Love these shots, I will have to find the images of her that I have in the Salvage yard, but were they are at the moment I am not sure as they are of 8 x 10 size and those are elsewhere.
However, while we are on the Normandie, how many other fans out there?
Here is an item of high historical value, an original signed minograph/carbon copy of the Report of the Commandant on the requisition of the Normandie. This report is six pages long and was prepared and presented to the French Line on January 29, 1942.
However, don't ask me to transcribe it since it is all in French, and the last french class I took was over 25 years ago.
Count me in as a fan! These photos make me want to cry- such a waste- like Marilyn Monroe- she went too young, tragically and at her peak of popularity and beauty. Sad as they are these are spectacular photos- where DO you find these gems!!!?
MAIDEN VOYAGE PHOTOS: On a happier note, these photos were taken by a passenger aboard the United States Lines Manhattan (or George Washington- I forget which was in port the day of the Maiden departure of the Normandie. They are heavily annotated on the back sides, but give no clue as to the name of the traveller who took them. Here is the Ile de France with the stern of the Normandie at the right
A lot of the items I find take a lot of time in searching, and being it the right spot at the right time. Most of the best finds in my collection haven't come from Ebay, or the major Ocean liner dealers, but have been made just by wandering through the various antique shops and books stores and making connections with the various Antique Dealers in the area.
I tend not to take other ocean liner collector's with me as they get mad when I find it first, or the dealer offers it to me as I walk in the door. :>)
We won't take about how much I spent at the Fall River Maritime Museum's book sale a several years back, the trunk of the car was full though, to the dismay of many of our mutual associates.

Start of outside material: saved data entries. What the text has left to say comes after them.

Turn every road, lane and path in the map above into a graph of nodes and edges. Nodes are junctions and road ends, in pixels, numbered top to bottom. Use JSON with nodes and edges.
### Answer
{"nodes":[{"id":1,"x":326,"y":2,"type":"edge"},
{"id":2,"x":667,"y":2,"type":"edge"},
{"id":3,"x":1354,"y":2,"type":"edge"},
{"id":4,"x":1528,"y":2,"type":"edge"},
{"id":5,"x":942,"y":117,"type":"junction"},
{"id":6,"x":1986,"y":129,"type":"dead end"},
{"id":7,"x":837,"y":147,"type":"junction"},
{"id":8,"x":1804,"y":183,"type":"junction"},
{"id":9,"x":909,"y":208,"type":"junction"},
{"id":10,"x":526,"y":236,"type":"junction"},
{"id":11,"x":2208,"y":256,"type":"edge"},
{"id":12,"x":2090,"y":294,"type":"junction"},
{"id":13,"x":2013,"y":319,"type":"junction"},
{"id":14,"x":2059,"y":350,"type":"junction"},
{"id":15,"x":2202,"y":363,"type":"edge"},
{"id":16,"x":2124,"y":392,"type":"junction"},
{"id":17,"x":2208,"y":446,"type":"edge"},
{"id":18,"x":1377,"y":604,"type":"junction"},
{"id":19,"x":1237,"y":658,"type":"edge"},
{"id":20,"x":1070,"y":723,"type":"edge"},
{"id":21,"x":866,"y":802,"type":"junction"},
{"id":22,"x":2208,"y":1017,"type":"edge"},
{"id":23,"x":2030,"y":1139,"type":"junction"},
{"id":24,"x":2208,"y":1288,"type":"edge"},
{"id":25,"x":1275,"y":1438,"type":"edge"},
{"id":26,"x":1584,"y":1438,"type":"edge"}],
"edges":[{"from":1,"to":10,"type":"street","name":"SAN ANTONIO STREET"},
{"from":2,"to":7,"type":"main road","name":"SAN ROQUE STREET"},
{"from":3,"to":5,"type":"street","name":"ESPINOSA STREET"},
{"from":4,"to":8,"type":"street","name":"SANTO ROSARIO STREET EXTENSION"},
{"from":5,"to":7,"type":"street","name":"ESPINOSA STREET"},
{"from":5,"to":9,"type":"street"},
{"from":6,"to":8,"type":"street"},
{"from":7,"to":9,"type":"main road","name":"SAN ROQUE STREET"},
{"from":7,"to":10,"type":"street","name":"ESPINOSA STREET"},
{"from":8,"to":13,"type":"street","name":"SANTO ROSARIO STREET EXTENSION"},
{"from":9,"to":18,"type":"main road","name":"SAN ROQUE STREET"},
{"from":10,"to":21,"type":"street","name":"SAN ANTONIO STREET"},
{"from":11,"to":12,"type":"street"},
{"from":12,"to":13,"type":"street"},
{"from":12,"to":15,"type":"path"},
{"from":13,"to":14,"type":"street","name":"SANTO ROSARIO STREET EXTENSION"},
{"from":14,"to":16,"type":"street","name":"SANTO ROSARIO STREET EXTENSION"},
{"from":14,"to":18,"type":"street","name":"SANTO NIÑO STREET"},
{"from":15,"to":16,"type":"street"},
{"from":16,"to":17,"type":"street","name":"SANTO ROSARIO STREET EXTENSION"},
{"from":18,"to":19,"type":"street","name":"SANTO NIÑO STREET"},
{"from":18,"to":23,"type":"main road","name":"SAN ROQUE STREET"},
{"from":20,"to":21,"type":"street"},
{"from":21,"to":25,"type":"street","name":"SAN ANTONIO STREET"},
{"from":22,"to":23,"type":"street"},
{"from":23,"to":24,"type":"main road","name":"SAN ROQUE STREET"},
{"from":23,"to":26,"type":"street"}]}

I managed another great find today - The original hard bound government report on the inquiry into the Loss of the U.S.B.S. "Maine".
Twenty three days of testimony on the disaster, and the plans, exhibits and photograhs.
One of the odder aspects of the post 1936 refit Normandie was that the new Tourist Class sports deck was literally a short jump's distance from the best first class suites' private terraces, and had a nice unobstructed view into their living and dining rooms. As seen in this photo it seems that the French Line initially made no provision for privacy. Later, an awkward light-smothering roof and partial wall was erected around the terraces which, if anything, probably made things worse. One wonders what the two women travelling in the suite (visible at their "private" rail thought of this arrangement
The caption on the above picture belonged on this one. My mistake. These were all taken from a roll of negatives I picked up a few months ago. Of the 32 photos, ten were classics, ten alright, and the balance fair-to-pointless.
And to accompany Steven's 1941 memo, is a snapshot taken in the early part of that year (it is captioned "Normandie 1941" in pen on the margin) after the routine external maintanance of the ship had been "deferred" but before the deterioration seen in later 1941 views was evident.